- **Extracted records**
※ ※ ※

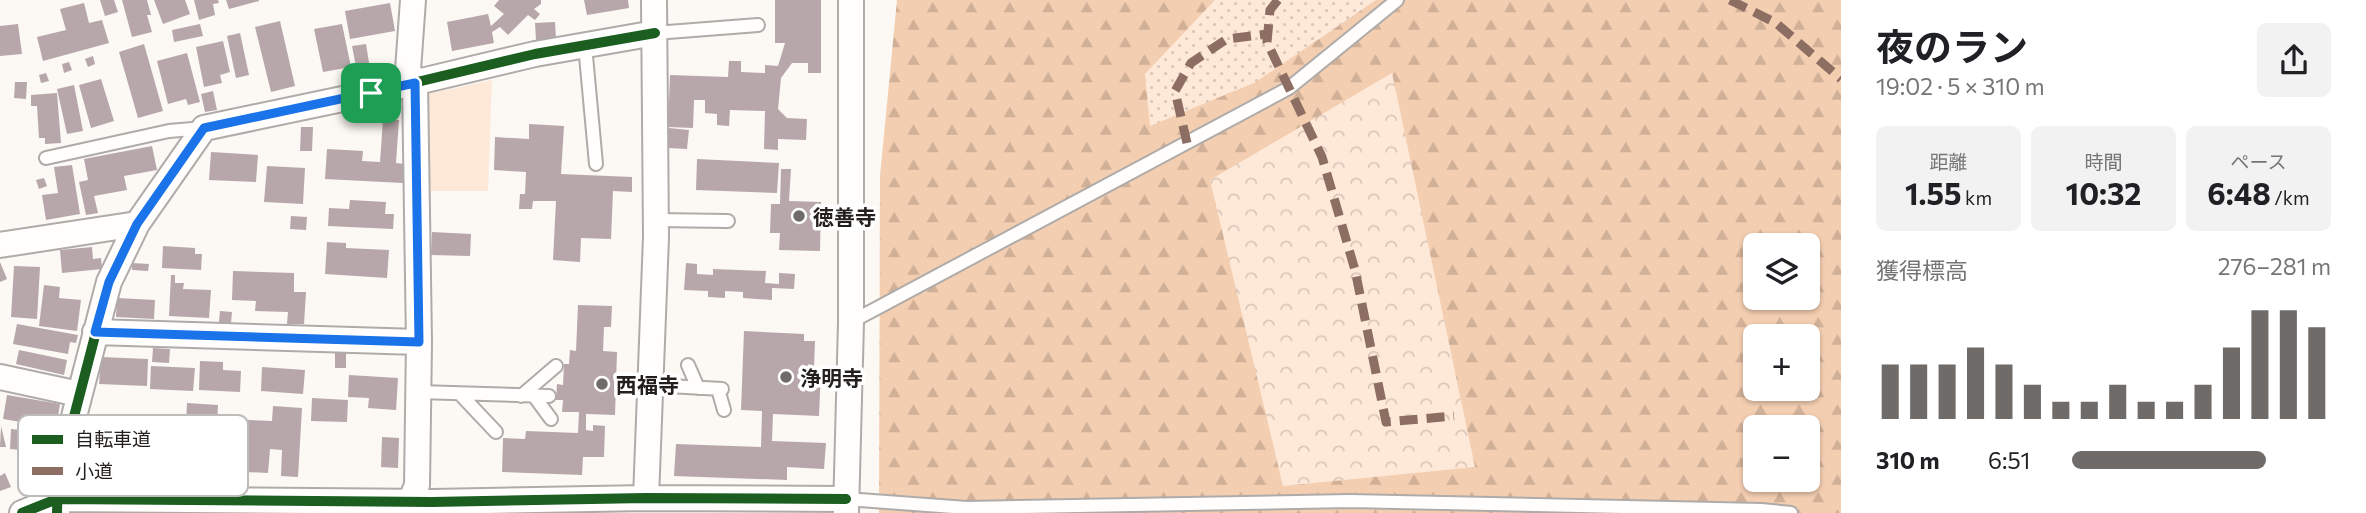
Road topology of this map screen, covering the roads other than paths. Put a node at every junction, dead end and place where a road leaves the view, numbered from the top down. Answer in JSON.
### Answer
{"nodes":[{"id":1,"x":413,"y":0,"type":"edge"},
{"id":2,"x":654,"y":0,"type":"edge"},
{"id":3,"x":851,"y":0,"type":"edge"},
{"id":4,"x":1397,"y":0,"type":"edge"},
{"id":5,"x":758,"y":25,"type":"dead end"},
{"id":6,"x":655,"y":33,"type":"junction"},
{"id":7,"x":585,"y":45,"type":"junction"},
{"id":8,"x":415,"y":83,"type":"junction"},
{"id":9,"x":204,"y":128,"type":"junction"},
{"id":10,"x":46,"y":158,"type":"dead end"},
{"id":11,"x":596,"y":164,"type":"dead end"},
{"id":12,"x":656,"y":220,"type":"junction"},
{"id":13,"x":728,"y":221,"type":"dead end"},
{"id":14,"x":137,"y":224,"type":"junction"},
{"id":15,"x":0,"y":244,"type":"edge"},
{"id":16,"x":850,"y":322,"type":"junction"},
{"id":17,"x":95,"y":332,"type":"junction"},
{"id":18,"x":419,"y":342,"type":"junction"},
{"id":19,"x":688,"y":365,"type":"dead end"},
{"id":20,"x":556,"y":366,"type":"dead end"},
{"id":21,"x":0,"y":377,"type":"edge"},
{"id":22,"x":650,"y":385,"type":"junction"},
{"id":23,"x":698,"y":388,"type":"junction"},
{"id":24,"x":419,"y":392,"type":"junction"},
{"id":25,"x":79,"y":394,"type":"junction"},
{"id":26,"x":460,"y":394,"type":"junction"},
{"id":27,"x":528,"y":396,"type":"junction"},
{"id":28,"x":549,"y":397,"type":"dead end"},
{"id":29,"x":724,"y":410,"type":"dead end"},
{"id":30,"x":74,"y":415,"type":"edge"},
{"id":31,"x":551,"y":419,"type":"dead end"},
{"id":32,"x":496,"y":432,"type":"dead end"},
{"id":33,"x":646,"y":498,"type":"junction"},
{"id":34,"x":57,"y":506,"type":"edge"},
{"id":35,"x":846,"y":506,"type":"edge"},
{"id":36,"x":569,"y":507,"type":"edge"},
{"id":37,"x":772,"y":507,"type":"edge"},
{"id":38,"x":422,"y":508,"type":"edge"},
{"id":39,"x":22,"y":513,"type":"edge"},
{"id":40,"x":1791,"y":513,"type":"edge"}],
"edges":[{"from":1,"to":8,"type":"street"},
{"from":2,"to":6,"type":"street"},
{"from":3,"to":16,"type":"street"},
{"from":4,"to":16,"type":"lane"},
{"from":5,"to":6,"type":"lane"},
{"from":6,"to":7,"type":"street"},
{"from":6,"to":12,"type":"street"},
{"from":7,"to":8,"type":"street"},
{"from":7,"to":11,"type":"lane"},
{"from":8,"to":9,"type":"street"},
{"from":8,"to":18,"type":"street"},
{"from":9,"to":10,"type":"lane"},
{"from":9,"to":14,"type":"street"},
{"from":12,"to":13,"type":"lane"},
{"from":12,"to":22,"type":"street"},
{"from":14,"to":15,"type":"street"},
{"from":14,"to":17,"type":"street"},
{"from":16,"to":35,"type":"street"},
{"from":17,"to":18,"type":"street"},
{"from":17,"to":25,"type":"street"},
{"from":18,"to":24,"type":"street"},
{"from":19,"to":23,"type":"lane"},
{"from":20,"to":27,"type":"lane"},
{"from":21,"to":25,"type":"street"},
{"from":22,"to":23,"type":"lane"},
{"from":22,"to":33,"type":"street"},
{"from":23,"to":29,"type":"lane"},
{"from":24,"to":26,"type":"lane"},
{"from":24,"to":38,"type":"street"},
{"from":25,"to":30,"type":"street"},
{"from":26,"to":27,"type":"lane"},
{"from":26,"to":32,"type":"lane"},
{"from":27,"to":28,"type":"lane"},
{"from":27,"to":31,"type":"lane"},
{"from":33,"to":36,"type":"street"},
{"from":33,"to":37,"type":"street"},
{"from":34,"to":38,"type":"street"},
{"from":34,"to":39,"type":"street"},
{"from":35,"to":37,"type":"street"},
{"from":35,"to":40,"type":"lane"},
{"from":36,"to":38,"type":"street"}]}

※ ※ ※

Find the lines in the data that include "Answer", then copy each of them.

Road topology of this map screen, covering the roads other than paths. Put a node at every junction, dead end and place where a road leaves the view, numbered from the top down. Answer in JSON.
### Answer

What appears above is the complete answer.